- [Exercise instructions]:
Check each line below for the word "COZUMEL", and copy those that have it.

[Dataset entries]
◇ ◇ ◇
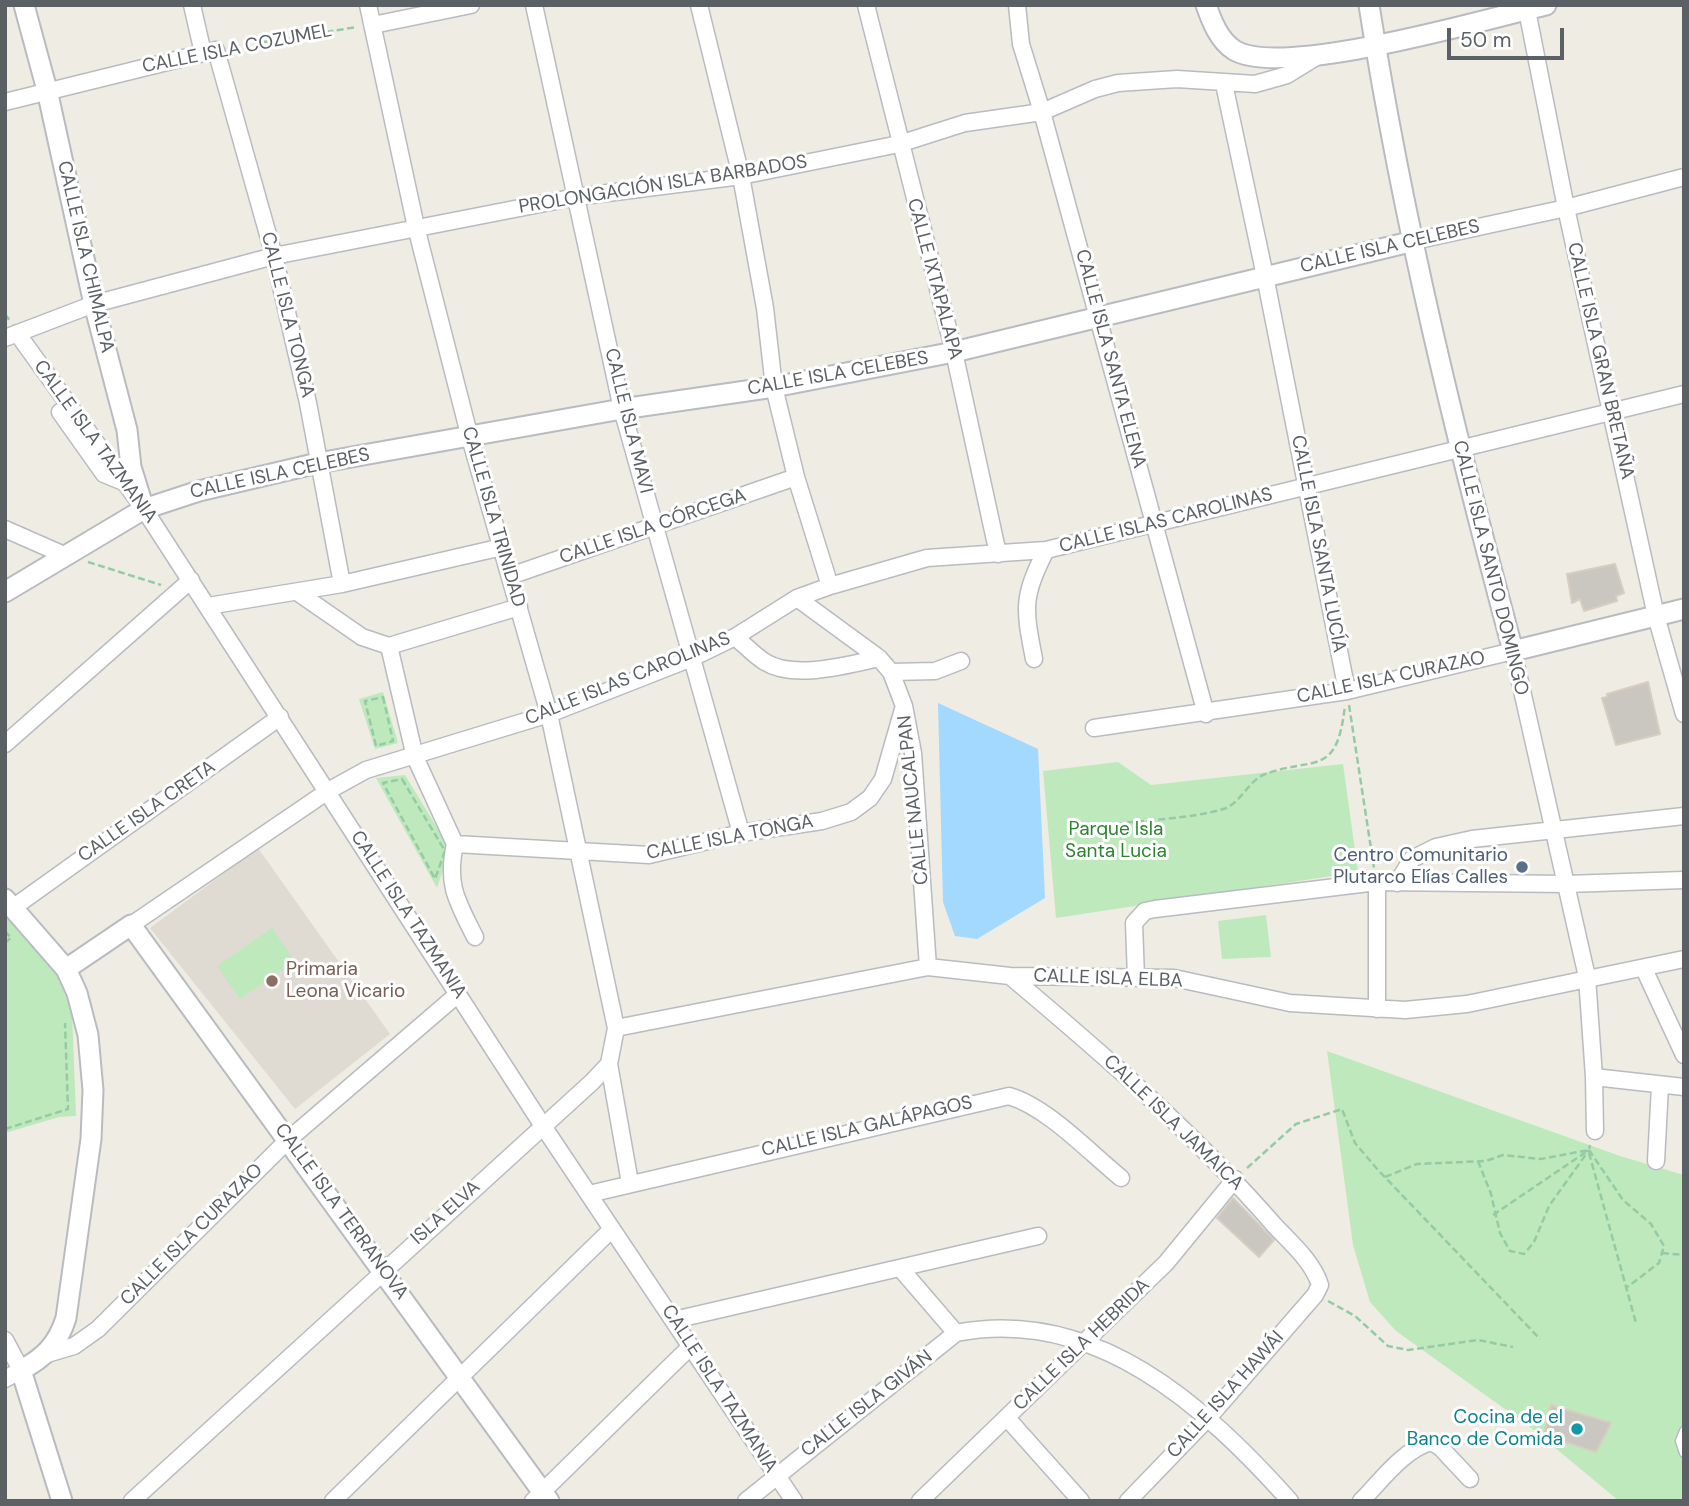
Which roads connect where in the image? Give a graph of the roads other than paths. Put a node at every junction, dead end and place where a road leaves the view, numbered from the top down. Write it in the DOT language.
graph roads {
  1 [pos="24,5"];
  2 [pos="192,5"];
  3 [pos="368,5"];
  4 [pos="471,5"];
  5 [pos="534,5"];
  6 [pos="699,5"];
  7 [pos="866,5"];
  8 [pos="1017,5"];
  9 [pos="1206,5"];
  10 [pos="1369,5"];
  11 [pos="1533,7"];
  12 [pos="373,25"];
  13 [pos="1376,45"];
  14 [pos="209,51"];
  15 [pos="1320,54"];
  16 [pos="1224,84"];
  17 [pos="47,90"];
  18 [pos="5,102"];
  19 [pos="1042,111"];
  20 [pos="899,144"];
  21 [pos="741,176"];
  22 [pos="1684,177"];
  23 [pos="576,197"];
  24 [pos="1566,208"];
  25 [pos="415,227"];
  26 [pos="1414,241"];
  27 [pos="274,256"];
  28 [pos="1265,276"];
  29 [pos="94,304"];
  30 [pos="1098,316"];
  31 [pos="11,335"];
  32 [pos="5,345"];
  33 [pos="954,352"];
  34 [pos="774,387"];
  35 [pos="1684,394"];
  36 [pos="622,409"];
  37 [pos="1613,413"];
  38 [pos="470,438"];
  39 [pos="1460,451"];
  40 [pos="318,463"];
  41 [pos="796,477"];
  42 [pos="125,483"];
  43 [pos="1307,487"];
  44 [pos="144,509"];
  45 [pos="1155,522"];
  46 [pos="654,525"];
  47 [pos="5,529"];
  48 [pos="502,547"];
  49 [pos="1046,550"];
  50 [pos="998,554"];
  51 [pos="64,555"];
  52 [pos="510,576"];
  53 [pos="191,580"];
  54 [pos="342,584"];
  55 [pos="830,586"];
  56 [pos="5,592"];
  57 [pos="298,592"];
  58 [pos="797,598"];
  59 [pos="208,607"];
  60 [pos="519,607"];
  61 [pos="1684,609"];
  62 [pos="1656,616"];
  63 [pos="735,637"];
  64 [pos="389,646"];
  65 [pos="1513,651"];
  66 [pos="692,658"];
  67 [pos="880,658"];
  68 [pos="1034,659"];
  69 [pos="961,661"];
  70 [pos="891,672"];
  71 [pos="1347,691"];
  72 [pos="904,706"];
  73 [pos="1206,713"];
  74 [pos="549,714"];
  75 [pos="1684,714"];
  76 [pos="280,718"];
  77 [pos="1094,728"];
  78 [pos="5,744"];
  79 [pos="415,757"];
  80 [pos="328,790"];
  81 [pos="1684,816"];
  82 [pos="1554,831"];
  83 [pos="741,833"];
  84 [pos="455,844"];
  85 [pos="580,850"];
  86 [pos="1684,880"];
  87 [pos="1377,883"];
  88 [pos="1397,883"];
  89 [pos="1567,884"];
  90 [pos="9,903"];
  91 [pos="131,925"];
  92 [pos="475,937"];
  93 [pos="1684,959"];
  94 [pos="928,967"];
  95 [pos="66,969"];
  96 [pos="1644,969"];
  97 [pos="1010,976"];
  98 [pos="1587,977"];
  99 [pos="1136,978"];
  100 [pos="458,993"];
  101 [pos="1377,1009"];
  102 [pos="616,1028"];
  103 [pos="1684,1055"];
  104 [pos="609,1064"];
  105 [pos="1594,1077"];
  106 [pos="1660,1086"];
  107 [pos="1684,1087"];
  108 [pos="543,1126"];
  109 [pos="1595,1131"];
  110 [pos="288,1140"];
  111 [pos="1656,1161"];
  112 [pos="1121,1178"];
  113 [pos="1234,1179"];
  114 [pos="630,1183"];
  115 [pos="589,1194"];
  116 [pos="612,1229"];
  117 [pos="1038,1236"];
  118 [pos="900,1268"];
  119 [pos="384,1269"];
  120 [pos="1318,1290"];
  121 [pos="674,1320"];
  122 [pos="956,1333"];
  123 [pos="5,1340"];
  124 [pos="1084,1343"];
  125 [pos="691,1346"];
  126 [pos="47,1354"];
  127 [pos="13,1375"];
  128 [pos="461,1378"];
  129 [pos="1209,1417"];
  130 [pos="1007,1418"];
  131 [pos="1684,1431"];
  132 [pos="1684,1453"];
  133 [pos="776,1476"];
  134 [pos="1470,1479"];
  135 [pos="541,1498"];
  136 [pos="62,1501"];
  137 [pos="132,1501"];
  138 [pos="333,1501"];
  139 [pos="746,1501"];
  140 [pos="794,1501"];
  141 [pos="920,1501"];
  142 [pos="1081,1501"];
  143 [pos="1128,1501"];
  144 [pos="1290,1501"];
  145 [pos="1361,1501"];
  1 -- 17 [label="street, CALLE ISLA CHIMALPA"];
  2 -- 14 [label="street, CALLE ISLA TONGA"];
  3 -- 12 [label="street, CALLE ISLA TRINIDAD"];
  4 -- 12 [label="street"];
  5 -- 23 [label="street, CALLE ISLA MAVI"];
  6 -- 21 [label="street"];
  7 -- 20 [label="street, CALLE IXTAPALAPA"];
  8 -- 19 [label="street, CALLE ISLA SANTA ELENA"];
  9 -- 15 [label="street"];
  10 -- 13 [label="street, CALLE ISLA SANTO DOMINGO"];
  11 -- 13 [label="street"];
  11 -- 24 [label="street, CALLE ISLA GRAN BRETAÑA"];
  12 -- 25 [label="street, CALLE ISLA TRINIDAD"];
  13 -- 15 [label="street"];
  13 -- 26 [label="street, CALLE ISLA SANTO DOMINGO"];
  14 -- 17 [label="street, CALLE ISLA COZUMEL"];
  14 -- 27 [label="street, CALLE ISLA TONGA"];
  15 -- 16 [label="street, PROLONGACIÓN ISLA BARBADOS"];
  16 -- 19 [label="street, PROLONGACIÓN ISLA BARBADOS"];
  16 -- 28 [label="street, CALLE ISLA SANTA LUCÍA"];
  17 -- 18 [label="street, CALLE ISLA COZUMEL"];
  17 -- 29 [label="street, CALLE ISLA CHIMALPA"];
  19 -- 20 [label="street, PROLONGACIÓN ISLA BARBADOS"];
  19 -- 30 [label="street, CALLE ISLA SANTA ELENA"];
  20 -- 21 [label="street, PROLONGACIÓN ISLA BARBADOS"];
  20 -- 33 [label="street, CALLE IXTAPALAPA"];
  21 -- 23 [label="street, PROLONGACIÓN ISLA BARBADOS"];
  21 -- 34 [label="street"];
  22 -- 24 [label="street, CALLE ISLA CELEBES"];
  23 -- 25 [label="street, PROLONGACIÓN ISLA BARBADOS"];
  23 -- 36 [label="street, CALLE ISLA MAVI"];
  24 -- 26 [label="street, CALLE ISLA CELEBES"];
  24 -- 37 [label="street, CALLE ISLA GRAN BRETAÑA"];
  25 -- 27 [label="street, PROLONGACIÓN ISLA BARBADOS"];
  25 -- 38 [label="street, CALLE ISLA TRINIDAD"];
  26 -- 28 [label="street, CALLE ISLA CELEBES"];
  26 -- 39 [label="street, CALLE ISLA SANTO DOMINGO"];
  27 -- 29 [label="street, PROLONGACIÓN ISLA BARBADOS"];
  27 -- 40 [label="street, CALLE ISLA TONGA"];
  28 -- 30 [label="street, CALLE ISLA CELEBES"];
  28 -- 43 [label="street, CALLE ISLA SANTA LUCÍA"];
  29 -- 31 [label="street, PROLONGACIÓN ISLA BARBADOS"];
  29 -- 44 [label="street, CALLE ISLA CHIMALPA"];
  30 -- 33 [label="street, CALLE ISLA CELEBES"];
  30 -- 45 [label="street, CALLE ISLA SANTA ELENA"];
  31 -- 42 [label="street, CALLE ISLA TAZMANIA"];
  32 -- 42 [label="street"];
  33 -- 34 [label="street, CALLE ISLA CELEBES"];
  33 -- 50 [label="street, CALLE IXTAPALAPA"];
  34 -- 36 [label="street, CALLE ISLA CELEBES"];
  34 -- 41 [label="street"];
  35 -- 37 [label="street, CALLE ISLAS CAROLINAS"];
  36 -- 38 [label="street, CALLE ISLA CELEBES"];
  36 -- 46 [label="street, CALLE ISLA MAVI"];
  37 -- 39 [label="street, CALLE ISLAS CAROLINAS"];
  37 -- 62 [label="street, CALLE ISLA GRAN BRETAÑA"];
  38 -- 40 [label="street, CALLE ISLA CELEBES"];
  38 -- 48 [label="street, CALLE ISLA TRINIDAD"];
  39 -- 43 [label="street, CALLE ISLAS CAROLINAS"];
  39 -- 65 [label="street, CALLE ISLA SANTO DOMINGO"];
  40 -- 44 [label="street, CALLE ISLA CELEBES"];
  40 -- 54 [label="street, CALLE ISLA TONGA"];
  41 -- 46 [label="street, CALLE ISLA CÓRCEGA"];
  41 -- 55 [label="street"];
  42 -- 44 [label="street, CALLE ISLA TAZMANIA"];
  43 -- 45 [label="street, CALLE ISLAS CAROLINAS"];
  43 -- 71 [label="street, CALLE ISLA SANTA LUCÍA"];
  44 -- 51 [label="street, CALLE ISLA CELEBES"];
  44 -- 53 [label="street, CALLE ISLA TAZMANIA"];
  45 -- 49 [label="street, CALLE ISLAS CAROLINAS"];
  45 -- 73 [label="street, CALLE ISLA SANTA ELENA"];
  46 -- 52 [label="street, CALLE ISLA CÓRCEGA"];
  46 -- 66 [label="street, CALLE ISLA MAVI"];
  47 -- 51 [label="street"];
  48 -- 52 [label="street, CALLE ISLA TRINIDAD"];
  48 -- 54 [label="street"];
  49 -- 50 [label="street, CALLE ISLAS CAROLINAS"];
  49 -- 68 [label="street"];
  50 -- 55 [label="street, CALLE ISLAS CAROLINAS"];
  51 -- 56 [label="street, CALLE ISLA CELEBES"];
  52 -- 60 [label="street, CALLE ISLA TRINIDAD"];
  53 -- 59 [label="street, CALLE ISLA TAZMANIA"];
  53 -- 78 [label="street"];
  54 -- 57 [label="street"];
  55 -- 58 [label="street, CALLE ISLAS CAROLINAS"];
  57 -- 59 [label="street"];
  57 -- 64 [label="street"];
  58 -- 63 [label="street, CALLE ISLAS CAROLINAS"];
  58 -- 67 [label="street, CALLE NAUCALPAN"];
  59 -- 76 [label="street, CALLE ISLA TAZMANIA"];
  60 -- 64 [label="street"];
  60 -- 74 [label="street, CALLE ISLA TRINIDAD"];
  61 -- 62 [label="street, CALLE ISLA CURAZAO"];
  62 -- 65 [label="street, CALLE ISLA CURAZAO"];
  62 -- 75 [label="street, CALLE ISLA GRAN BRETAÑA"];
  63 -- 66 [label="street, CALLE ISLAS CAROLINAS"];
  63 -- 67 [label="street"];
  64 -- 79 [label="street"];
  65 -- 71 [label="street, CALLE ISLA CURAZAO"];
  65 -- 82 [label="street, CALLE ISLA SANTO DOMINGO"];
  66 -- 74 [label="street, CALLE ISLAS CAROLINAS"];
  66 -- 83 [label="street, CALLE ISLA MAVI"];
  67 -- 70 [label="street, CALLE NAUCALPAN"];
  69 -- 70 [label="street"];
  70 -- 72 [label="street, CALLE NAUCALPAN"];
  71 -- 73 [label="street, CALLE ISLA CURAZAO"];
  72 -- 83 [label="street, CALLE ISLA TONGA"];
  72 -- 94 [label="street, CALLE NAUCALPAN"];
  73 -- 77 [label="street, CALLE ISLA CURAZAO"];
  74 -- 79 [label="street, CALLE ISLAS CAROLINAS"];
  74 -- 85 [label="street, CALLE ISLA TRINIDAD"];
  76 -- 80 [label="street, CALLE ISLA TAZMANIA"];
  76 -- 90 [label="street, CALLE ISLA CRETA"];
  79 -- 80 [label="street, CALLE ISLAS CAROLINAS"];
  79 -- 84 [label="street"];
  80 -- 91 [label="street, CALLE ISLAS CAROLINAS"];
  80 -- 100 [label="street, CALLE ISLA TAZMANIA"];
  81 -- 82 [label="street"];
  82 -- 88 [label="street"];
  82 -- 89 [label="street, CALLE ISLA SANTO DOMINGO"];
  83 -- 85 [label="street, CALLE ISLA TONGA"];
  84 -- 85 [label="street, CALLE ISLA TONGA"];
  84 -- 92 [label="street"];
  85 -- 102 [label="street, CALLE ISLA TRINIDAD"];
  86 -- 89 [label="street"];
  87 -- 88 [label="street"];
  87 -- 99 [label="street"];
  87 -- 101 [label="street"];
  88 -- 89 [label="street"];
  89 -- 98 [label="street, CALLE ISLA SANTO DOMINGO"];
  90 -- 95 [label="street"];
  91 -- 95 [label="street, CALLE ISLAS CAROLINAS"];
  91 -- 110 [label="street, CALLE ISLA TERRANOVA"];
  93 -- 96 [label="street, CALLE ISLA ELBA"];
  94 -- 97 [label="street, CALLE ISLA ELBA"];
  94 -- 102 [label="street, CALLE ISLA ELBA"];
  95 -- 126 [label="street"];
  96 -- 98 [label="street, CALLE ISLA ELBA"];
  96 -- 103 [label="street"];
  97 -- 99 [label="street, CALLE ISLA ELBA"];
  97 -- 113 [label="street, CALLE ISLA JAMAICA"];
  98 -- 101 [label="street, CALLE ISLA ELBA"];
  98 -- 105 [label="street, CALLE ISLA SANTO DOMINGO"];
  99 -- 101 [label="street, CALLE ISLA ELBA"];
  100 -- 108 [label="street, CALLE ISLA TAZMANIA"];
  100 -- 110 [label="street, CALLE ISLA CURAZAO"];
  102 -- 104 [label="street"];
  104 -- 108 [label="street, ISLA ELVA"];
  104 -- 114 [label="street"];
  105 -- 106 [label="street"];
  105 -- 109 [label="street, CALLE ISLA SANTO DOMINGO"];
  106 -- 107 [label="street"];
  106 -- 111 [label="street"];
  108 -- 115 [label="street, CALLE ISLA TAZMANIA"];
  108 -- 119 [label="street, ISLA ELVA"];
  110 -- 119 [label="street, CALLE ISLA TERRANOVA"];
  110 -- 126 [label="street, CALLE ISLA CURAZAO"];
  112 -- 114 [label="street, CALLE ISLA GALÁPAGOS"];
  113 -- 120 [label="street, CALLE ISLA JAMAICA"];
  113 -- 124 [label="street, CALLE ISLA HEBRIDA"];
  114 -- 115 [label="street, CALLE ISLA GALÁPAGOS"];
  115 -- 116 [label="street, CALLE ISLA TAZMANIA"];
  116 -- 121 [label="street, CALLE ISLA TAZMANIA"];
  116 -- 128 [label="street"];
  117 -- 118 [label="street"];
  118 -- 121 [label="street"];
  118 -- 122 [label="street"];
  119 -- 128 [label="street, CALLE ISLA TERRANOVA"];
  119 -- 137 [label="street, ISLA ELVA"];
  120 -- 129 [label="street, CALLE ISLA HAWÁI"];
  121 -- 125 [label="street, CALLE ISLA TAZMANIA"];
  122 -- 124 [label="street"];
  122 -- 133 [label="street, CALLE ISLA GIVÁN"];
  123 -- 127 [label="street"];
  124 -- 129 [label="street"];
  124 -- 130 [label="street, CALLE ISLA HEBRIDA"];
  125 -- 133 [label="street, CALLE ISLA TAZMANIA"];
  125 -- 135 [label="street"];
  126 -- 127 [label="street"];
  127 -- 136 [label="street"];
  128 -- 135 [label="street, CALLE ISLA TERRANOVA"];
  128 -- 138 [label="street"];
  129 -- 143 [label="street, CALLE ISLA HAWÁI"];
  129 -- 144 [label="street"];
  130 -- 141 [label="street, CALLE ISLA HEBRIDA"];
  130 -- 142 [label="street"];
  131 -- 132 [label="lane"];
  133 -- 139 [label="street, CALLE ISLA GIVÁN"];
  133 -- 140 [label="street, CALLE ISLA TAZMANIA"];
  134 -- 145 [label="street"];
}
◇ ◇ ◇
- [Answer section]:
  14 -- 17 [label="street, CALLE ISLA COZUMEL"];
  17 -- 18 [label="street, CALLE ISLA COZUMEL"];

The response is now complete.